# Source information:
_____
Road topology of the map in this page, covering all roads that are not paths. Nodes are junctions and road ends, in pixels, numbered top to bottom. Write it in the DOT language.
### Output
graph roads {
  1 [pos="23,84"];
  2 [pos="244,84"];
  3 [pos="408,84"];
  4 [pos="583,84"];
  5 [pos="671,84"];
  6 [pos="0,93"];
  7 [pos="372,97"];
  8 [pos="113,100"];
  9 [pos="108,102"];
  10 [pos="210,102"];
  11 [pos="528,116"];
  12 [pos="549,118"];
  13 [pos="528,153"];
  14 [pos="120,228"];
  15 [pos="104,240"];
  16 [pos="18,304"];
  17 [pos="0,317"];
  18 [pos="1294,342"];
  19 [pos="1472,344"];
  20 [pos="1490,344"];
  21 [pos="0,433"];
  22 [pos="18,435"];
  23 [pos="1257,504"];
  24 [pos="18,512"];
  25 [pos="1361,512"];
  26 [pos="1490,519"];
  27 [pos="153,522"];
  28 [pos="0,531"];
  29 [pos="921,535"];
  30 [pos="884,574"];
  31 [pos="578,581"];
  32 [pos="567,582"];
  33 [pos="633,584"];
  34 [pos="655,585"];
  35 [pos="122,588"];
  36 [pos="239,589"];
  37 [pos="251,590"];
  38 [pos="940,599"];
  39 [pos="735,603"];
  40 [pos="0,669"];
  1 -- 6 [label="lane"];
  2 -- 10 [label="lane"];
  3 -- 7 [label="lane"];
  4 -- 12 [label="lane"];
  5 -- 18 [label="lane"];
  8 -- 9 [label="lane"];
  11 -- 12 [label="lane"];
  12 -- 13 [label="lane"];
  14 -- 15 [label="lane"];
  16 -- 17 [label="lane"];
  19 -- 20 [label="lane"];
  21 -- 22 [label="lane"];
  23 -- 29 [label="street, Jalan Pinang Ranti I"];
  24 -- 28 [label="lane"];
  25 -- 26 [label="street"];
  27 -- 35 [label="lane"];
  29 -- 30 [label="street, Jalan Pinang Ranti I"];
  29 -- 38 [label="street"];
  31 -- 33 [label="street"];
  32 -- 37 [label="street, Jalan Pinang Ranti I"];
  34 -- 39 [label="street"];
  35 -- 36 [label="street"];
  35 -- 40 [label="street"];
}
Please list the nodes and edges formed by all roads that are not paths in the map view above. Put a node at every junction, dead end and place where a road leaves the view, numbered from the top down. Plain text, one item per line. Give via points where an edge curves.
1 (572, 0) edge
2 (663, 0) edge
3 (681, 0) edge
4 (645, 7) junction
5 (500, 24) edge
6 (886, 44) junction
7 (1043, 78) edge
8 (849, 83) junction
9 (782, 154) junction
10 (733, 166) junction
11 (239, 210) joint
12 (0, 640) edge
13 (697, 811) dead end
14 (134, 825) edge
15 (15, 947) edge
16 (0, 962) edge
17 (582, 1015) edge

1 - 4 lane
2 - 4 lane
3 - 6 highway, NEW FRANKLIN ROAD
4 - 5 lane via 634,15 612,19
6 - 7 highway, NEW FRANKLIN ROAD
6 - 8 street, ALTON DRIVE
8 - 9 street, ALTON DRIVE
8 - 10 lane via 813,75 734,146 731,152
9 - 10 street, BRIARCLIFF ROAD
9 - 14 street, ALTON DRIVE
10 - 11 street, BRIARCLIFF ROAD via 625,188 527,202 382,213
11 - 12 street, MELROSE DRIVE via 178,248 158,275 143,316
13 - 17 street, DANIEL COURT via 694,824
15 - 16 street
_____
# Exercise requirements:
What is needed is a word-for-word copy of all the records above.

# Answer box:
Road topology of the map in this page, covering all roads that are not paths. Nodes are junctions and road ends, in pixels, numbered top to bottom. Write it in the DOT language.
### Output
graph roads {
  1 [pos="23,84"];
  2 [pos="244,84"];
  3 [pos="408,84"];
  4 [pos="583,84"];
  5 [pos="671,84"];
  6 [pos="0,93"];
  7 [pos="372,97"];
  8 [pos="113,100"];
  9 [pos="108,102"];
  10 [pos="210,102"];
  11 [pos="528,116"];
  12 [pos="549,118"];
  13 [pos="528,153"];
  14 [pos="120,228"];
  15 [pos="104,240"];
  16 [pos="18,304"];
  17 [pos="0,317"];
  18 [pos="1294,342"];
  19 [pos="1472,344"];
  20 [pos="1490,344"];
  21 [pos="0,433"];
  22 [pos="18,435"];
  23 [pos="1257,504"];
  24 [pos="18,512"];
  25 [pos="1361,512"];
  26 [pos="1490,519"];
  27 [pos="153,522"];
  28 [pos="0,531"];
  29 [pos="921,535"];
  30 [pos="884,574"];
  31 [pos="578,581"];
  32 [pos="567,582"];
  33 [pos="633,584"];
  34 [pos="655,585"];
  35 [pos="122,588"];
  36 [pos="239,589"];
  37 [pos="251,590"];
  38 [pos="940,599"];
  39 [pos="735,603"];
  40 [pos="0,669"];
  1 -- 6 [label="lane"];
  2 -- 10 [label="lane"];
  3 -- 7 [label="lane"];
  4 -- 12 [label="lane"];
  5 -- 18 [label="lane"];
  8 -- 9 [label="lane"];
  11 -- 12 [label="lane"];
  12 -- 13 [label="lane"];
  14 -- 15 [label="lane"];
  16 -- 17 [label="lane"];
  19 -- 20 [label="lane"];
  21 -- 22 [label="lane"];
  23 -- 29 [label="street, Jalan Pinang Ranti I"];
  24 -- 28 [label="lane"];
  25 -- 26 [label="street"];
  27 -- 35 [label="lane"];
  29 -- 30 [label="street, Jalan Pinang Ranti I"];
  29 -- 38 [label="street"];
  31 -- 33 [label="street"];
  32 -- 37 [label="street, Jalan Pinang Ranti I"];
  34 -- 39 [label="street"];
  35 -- 36 [label="street"];
  35 -- 40 [label="street"];
}
Please list the nodes and edges formed by all roads that are not paths in the map view above. Put a node at every junction, dead end and place where a road leaves the view, numbered from the top down. Plain text, one item per line. Give via points where an edge curves.
1 (572, 0) edge
2 (663, 0) edge
3 (681, 0) edge
4 (645, 7) junction
5 (500, 24) edge
6 (886, 44) junction
7 (1043, 78) edge
8 (849, 83) junction
9 (782, 154) junction
10 (733, 166) junction
11 (239, 210) joint
12 (0, 640) edge
13 (697, 811) dead end
14 (134, 825) edge
15 (15, 947) edge
16 (0, 962) edge
17 (582, 1015) edge

1 - 4 lane
2 - 4 lane
3 - 6 highway, NEW FRANKLIN ROAD
4 - 5 lane via 634,15 612,19
6 - 7 highway, NEW FRANKLIN ROAD
6 - 8 street, ALTON DRIVE
8 - 9 street, ALTON DRIVE
8 - 10 lane via 813,75 734,146 731,152
9 - 10 street, BRIARCLIFF ROAD
9 - 14 street, ALTON DRIVE
10 - 11 street, BRIARCLIFF ROAD via 625,188 527,202 382,213
11 - 12 street, MELROSE DRIVE via 178,248 158,275 143,316
13 - 17 street, DANIEL COURT via 694,824
15 - 16 street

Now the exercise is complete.